Chronic headaches and migraines often occur in people who carry an excessive load without allowing themselves any falls. Migraine, in many cases, forcibly imposes the darkness and immobility that the person does not consciously give themselves.
Irritable bowel syndrome highlights the close gut-brain axis. An unresolved visceral fear or an indigestible experience directly affects the motility and microflora of the gastrointestinal tract.
Skin manifestations — eczema, psoriasis — often intensify in periods when personal boundaries are tested. The skin is not a simple tissue; it is the interface surface with the Other. When the sense of security is disturbed, the skin reacts.
Chronic musculoskeletal pain — a stiff neck, a persistent backache — reflects a constant physical alertness. The muscles tighten to contain what is mentally experienced as a risk of collapse.
Functional cardiovascular symptoms — tachycardia, palpitations, chest pressure without a cardiac finding — often confront the person with anxieties that touch the very coherence of existence, as described in the article on collapse anxiety.
An essential reminder: psychosomatic interpretation always presupposes medical exclusion of organic etiology. It does not replace medical examination — it comes to complement it when it has been exhausted.
The therapeutic work
Psychotherapy does not aim to immediately “eliminate” the symptom. That would be both premature and ineffective. The work focuses elsewhere: on creating a space where the experience can gradually take on the form of thought.
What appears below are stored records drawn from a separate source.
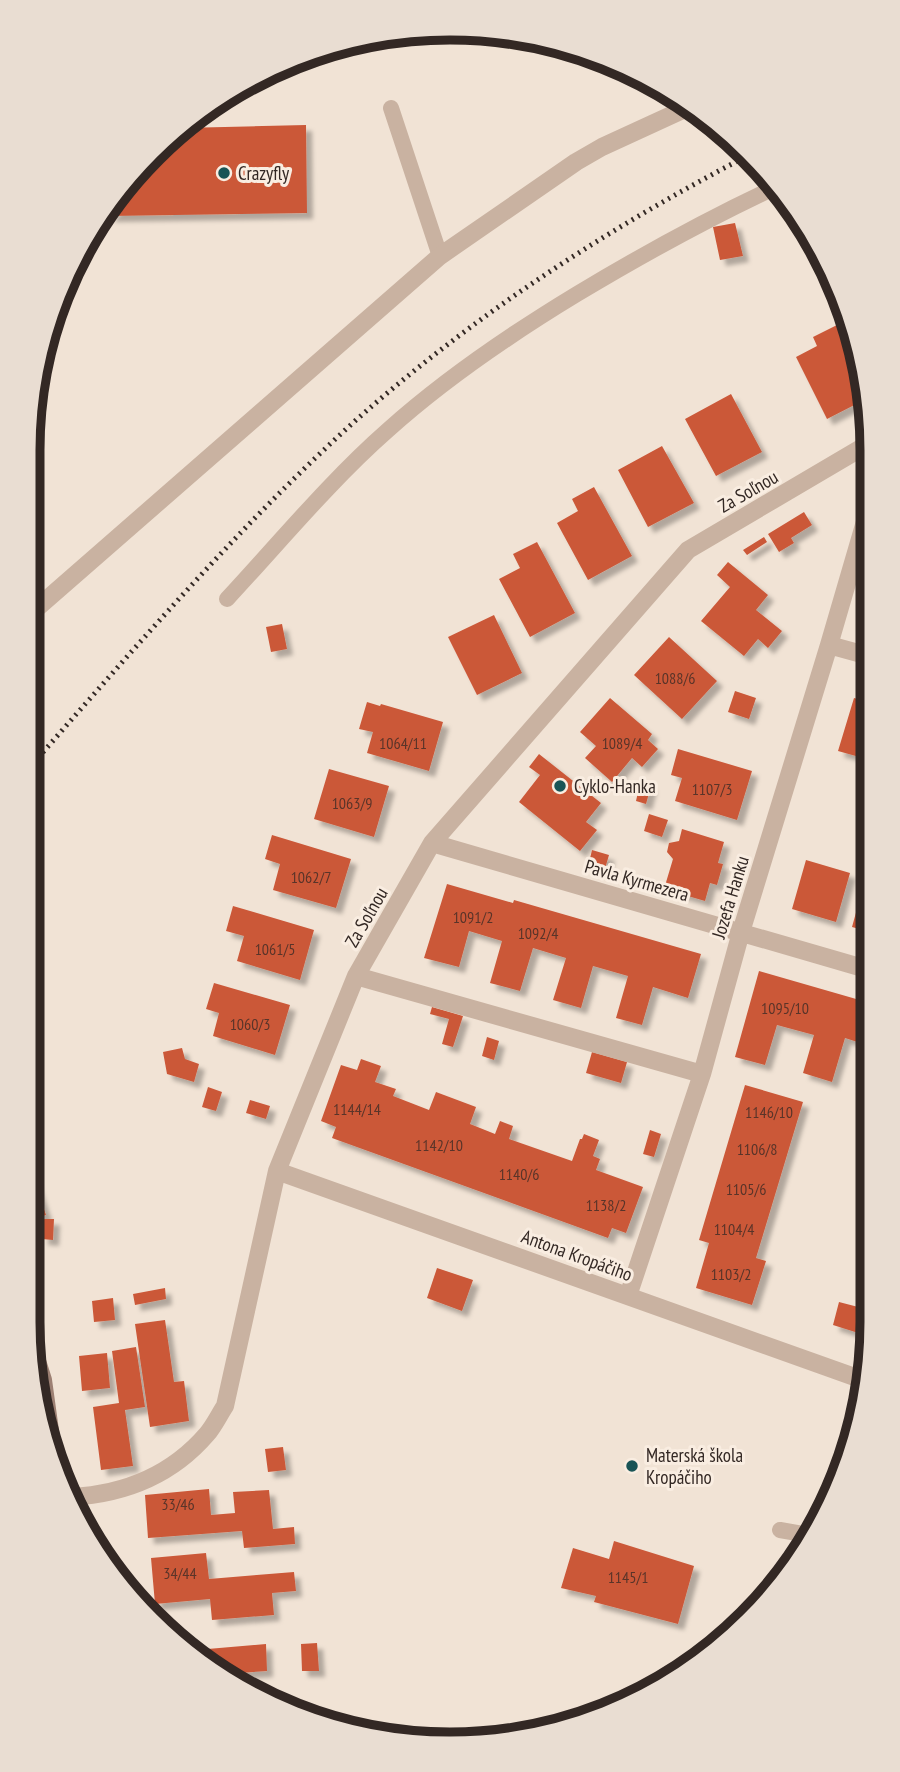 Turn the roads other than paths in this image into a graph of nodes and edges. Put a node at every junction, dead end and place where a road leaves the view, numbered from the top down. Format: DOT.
graph roads {
  1 [pos="391,108"];
  2 [pos="681,111"];
  3 [pos="767,191"];
  4 [pos="440,256"];
  5 [pos="860,449"];
  6 [pos="860,539"];
  7 [pos="227,599"];
  8 [pos="40,605"];
  9 [pos="829,645"];
  10 [pos="860,654"];
  11 [pos="432,843"];
  12 [pos="741,932"];
  13 [pos="860,967"];
  14 [pos="356,976"];
  15 [pos="702,1074"];
  16 [pos="277,1171"];
  17 [pos="628,1296"];
  18 [pos="856,1377"];
  19 [pos="79,1496"];
  20 [pos="780,1530"];
  21 [pos="801,1534"];
  1 -- 4 [label="lane"];
  2 -- 4 [label="street"];
  3 -- 7 [label="lane"];
  4 -- 8 [label="street"];
  5 -- 11 [label="street, Za Soľnou"];
  6 -- 9 [label="street, Jozefa Hanku"];
  9 -- 10 [label="street"];
  9 -- 12 [label="street, Jozefa Hanku"];
  11 -- 12 [label="street, Pavla Kyrmezera"];
  11 -- 14 [label="street, Za Soľnou"];
  12 -- 13 [label="street, Pavla Kyrmezera"];
  12 -- 15 [label="street, Jozefa Hanku"];
  14 -- 15 [label="street"];
  14 -- 16 [label="street, Za Soľnou"];
  15 -- 17 [label="street, Jozefa Hanku"];
  16 -- 17 [label="street, Antona Kropáčiho"];
  16 -- 19 [label="street, Za Soľnou"];
  17 -- 18 [label="street, Antona Kropáčiho"];
  20 -- 21 [label="lane"];
}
As a psychotherapist, I observe that change is not linear. There are periods when the symptom subsides, and others when it returns with intensity — sometimes within the therapy itself. This return is not a failure. It is often a sign that something is starting to move.
The process involves the gradual recognition of emotional states that until then were only expressed physically, the connection of experiences that seemed fragmentary, and the development of a tolerance to endure the emotion without immediately discharging it into the body. The therapeutic relationship functions, in Bion’s terms, as a container — a space where unprocessed elements can meet the mind of another soul and, through this encounter, be transformed.
As discussed in the article on childhood trauma, what did not find words early on often returns in physical form. The therapeutic process does not erase this history — it finally gives it language.
There is no guarantee that every psychosomatic symptom will be “solved.” But there is the possibility of understanding it differently. This shift — from “my body is betraying me” to “my body was trying to tell me something” — can radically change the person’s relationship with themselves.

Simply put
Pain is real, even when there is no organic finding. The body can express experiences that have not yet been thought about. There is no single cause, nor a specific emotion, for every symptom. The mind-body relationship is multifactorial, not linear. Understanding often precedes change.
To the point
The psychosomatic symptom is not “imaginary” or pretense. When mental processing fails, tension finds an outlet in the body. Alexithymia and reduced mentalization limit access to experience. Chronic dysrhythmia of the HPA axis and the autonomic nervous system create a biological ground for physical manifestation. Treatment does not aim to eliminate the symptom, but to search for the meaning it carries. The body, in this perspective, is not an enemy — it is an informant.
Conclusion
There is a fine line between seeing the body as a machine and loading it with symbolism that it cannot bear. Clinical reality moves somewhere in between. The symptom is neither purely biological nor purely mental — it is a meeting point of the two.
Perhaps the essential question is not “what does this symptom mean”, but “what has not yet found a way to be said”. The answer is not given quickly. It takes time, relationship, and a tolerance for not knowing from the beginning. This is perhaps the greatest difficulty of the process: to endure not knowing enough so that something new can be said.